Engaging `s3cmd` to Download and Resize Images from DO Spaces
Earlier in this blog there's a
micropost that lays out the problem at hand. In a nutshell, most of the photos I saved in DigitalOcean Spaces are too big to be effective in this blog. They suck up lots of time and bandwidth every time this blog gets rebuilt, and then they are rendered at a fraction of their original size. This is exceptionall wasteful and unnecessary.
So, my task this morning is to install, configure, and engage the s3cmd tools to help get this done. There's DigitalOcean-specific guidance provided in Setting Up s3cmd 2.x with DigitalOcean Spaces so that's where I will begin. Here goes...
This looks to be very simple and straightforward,
brew install s3cmd should do the trick. In a substantially abridged form, that looked like this:
╭─[email protected] ~/GitHub/blog-eleventy-ghost ‹main› ╰─$ brew install s3cmd Running `brew update --auto-update`... ==> Auto-updated Homebrew! ==> Updated Homebrew from 4.0.10 (931327df1) to 4.0.13 (ac0663ae5).

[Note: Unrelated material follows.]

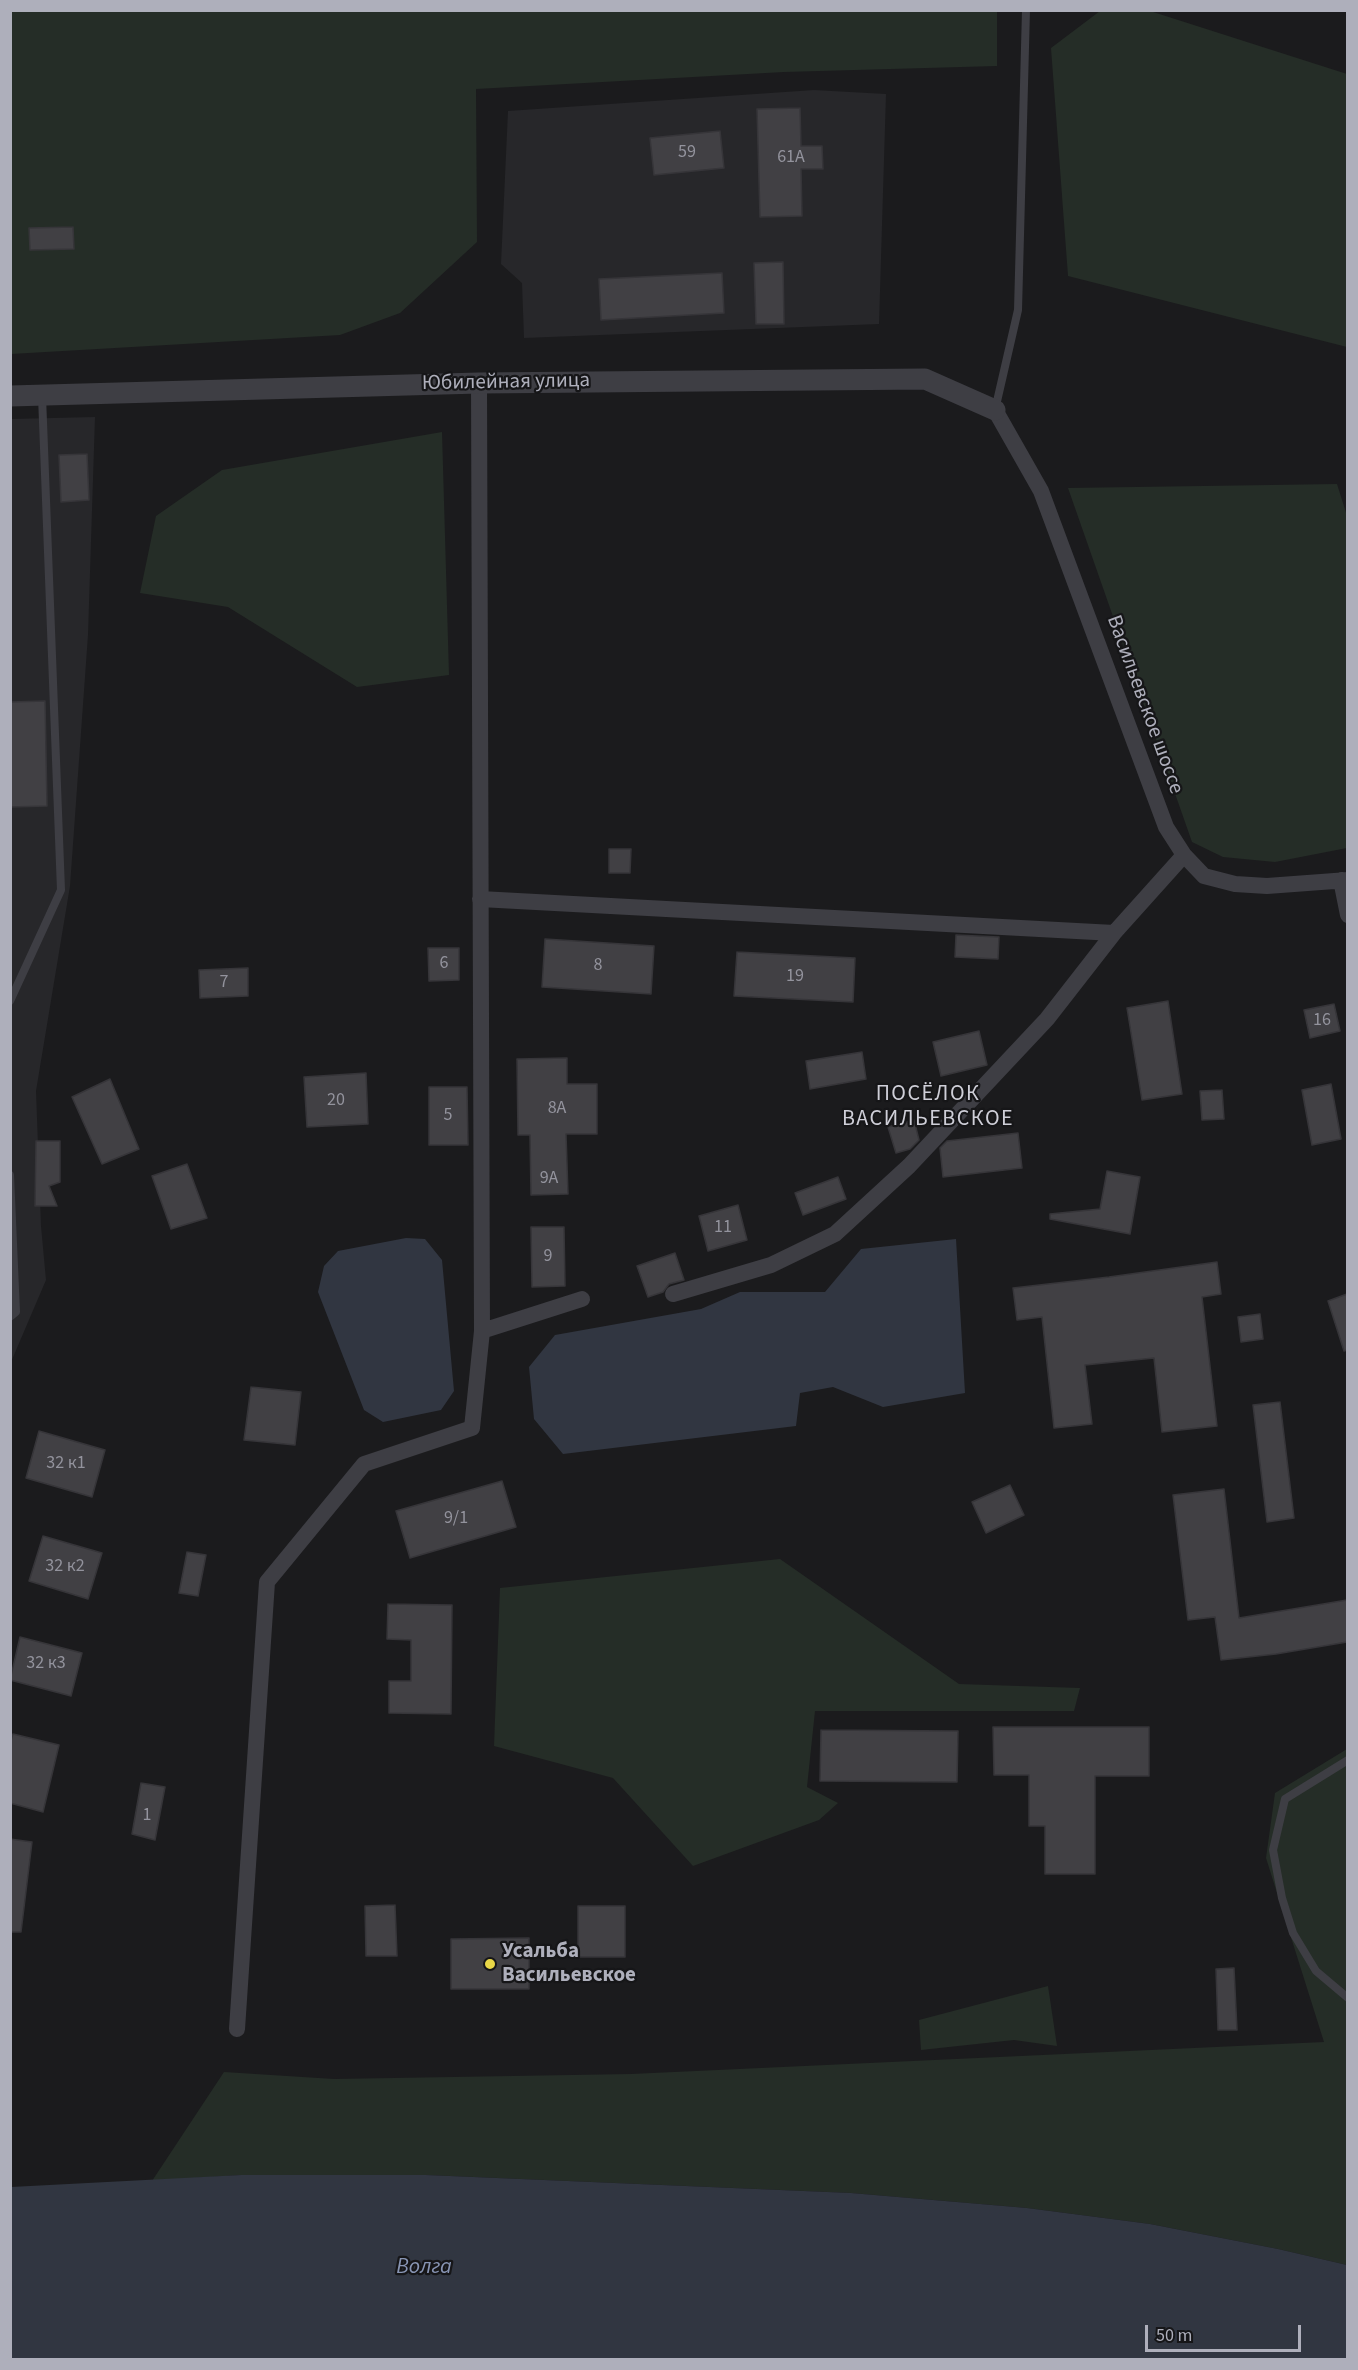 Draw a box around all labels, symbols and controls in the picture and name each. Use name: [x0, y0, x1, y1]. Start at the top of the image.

Updated 4 taps (dart-lang/dart, sass/sass, homebrew/core and homebrew/cask). ... You have 55 outdated formulae and 1 outdated cask installed. ... ==> Installing s3cmd ==> Pouring s3cmd--2.3.0.ventura.bottle.1.tar.gz 🍺 /usr/local/Cellar/s3cmd/2.3.0: 837 files, 11.4MB ==> Running `brew cleanup s3cmd`... Disable this behaviour by setting HOMEBREW_NO_INSTALL_CLEANUP. Hide these hints with HOMEBREW_NO_ENV_HINTS (see `man brew`). ...
That took about 10 minutes, but should be worth it.
Next, to begin configuration I need to fetch the access key:value pair for
images-summittdweller that I created 4 years ago. I have the credentials necessary to view that information at https://cloud.digitalocean.com/account/api/spaces so that's what I've done.
Whoa, that didn't work! I tried to use old access keys but apparently they are in the wrong format? So, I created a new key named
key-for-s3cmd and applied that (see below) and it works.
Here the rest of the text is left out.